Provocado pela Procuradoria Geral do Estado (PGE), o Ministério Público de Alagoas (MPAL), por meio da 20ª Promotoria de Justiça da Capital, instaurou procedimento administrativo para acompanhar possíveis casos de litigância abusiva em ações judiciais que solicitam tratamentos e terapias para pessoas com Transtorno do Espectro Autista (TEA), principalmente crianças, movidas contra o Estado de Alagoas.
Resumidamente falando, a litigância abusiva é caracterizada pelo uso exagerado ou desviado do direito de ir à Justiça.

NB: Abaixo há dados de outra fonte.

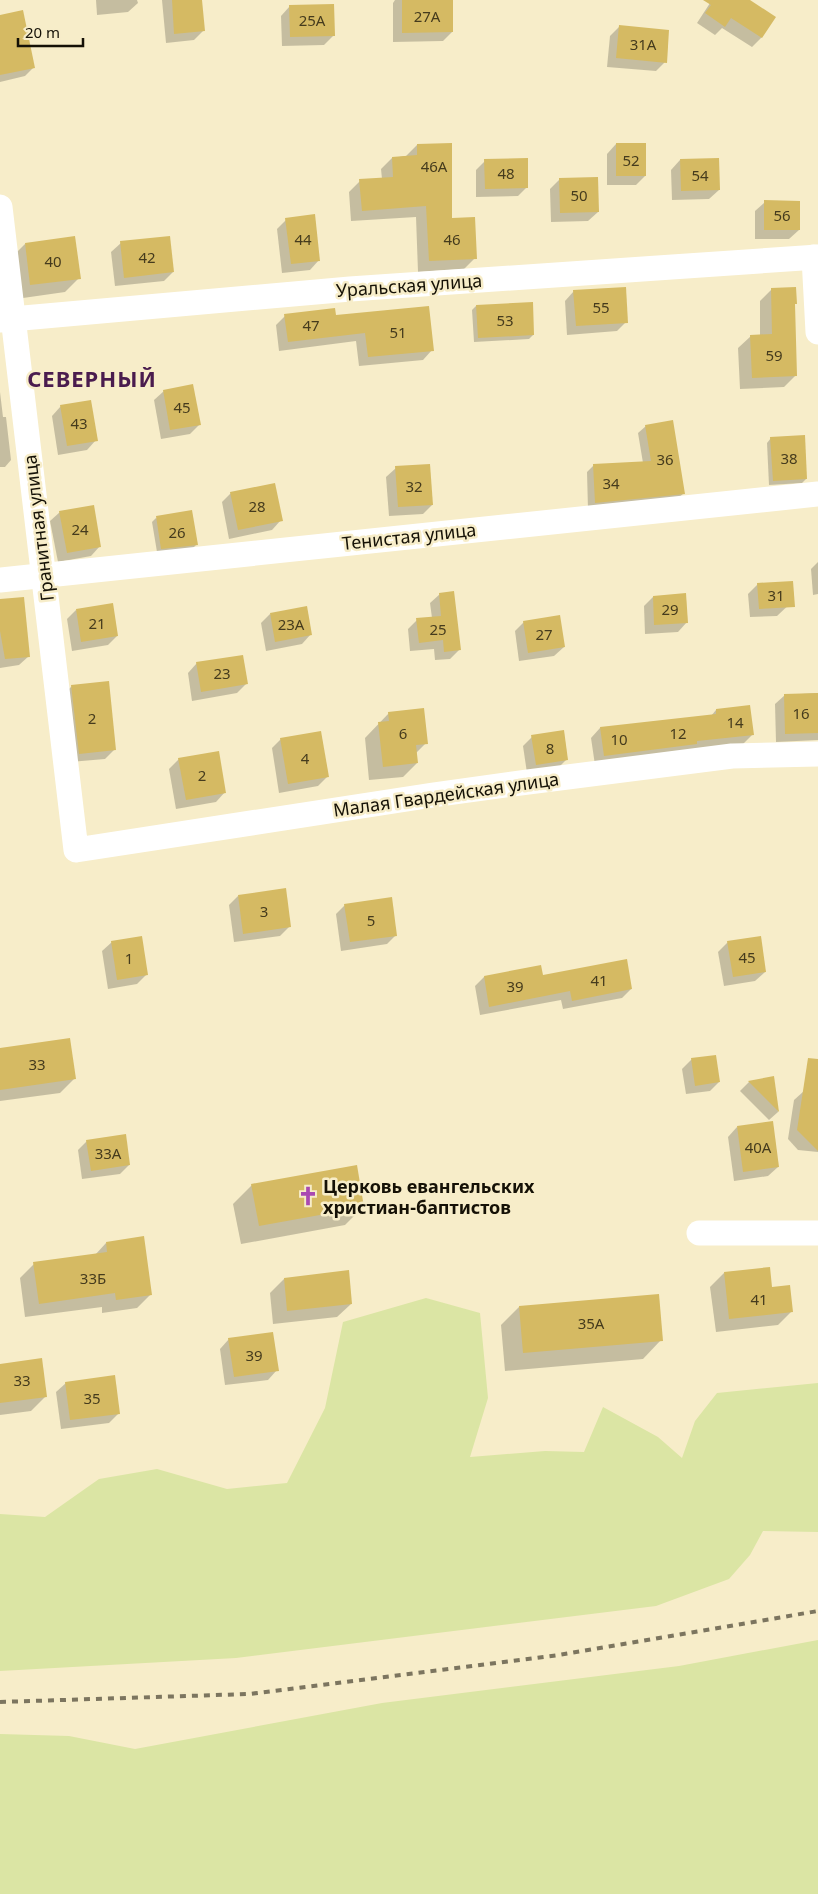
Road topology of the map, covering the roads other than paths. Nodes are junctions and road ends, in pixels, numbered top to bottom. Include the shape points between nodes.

Conforme a portaria publicada nesta sexta-feira (14), a PGE encaminhou ao MPAL peças informativas sobre o assunto.
O promotor de Justiça Flávio Gomes, que assina a portaria, destacou que o caso requer um acompanhamento para resolução dos problemas apresentados, não estando sujeito a inquérito civil e, sim, a procedimento administrativo.
A portaria assinada pelo promotor de Justiça Flávio Gomes, foi publicada no Diário Oficial do MPAL desta sexta-feira (14).
A medida envolve ações judiciais relacionadas ao fornecimento de tratamentos e terapias para pessoas com TEA, tema que frequentemente envolve demandas entre famílias, instituições de saúde e poder público.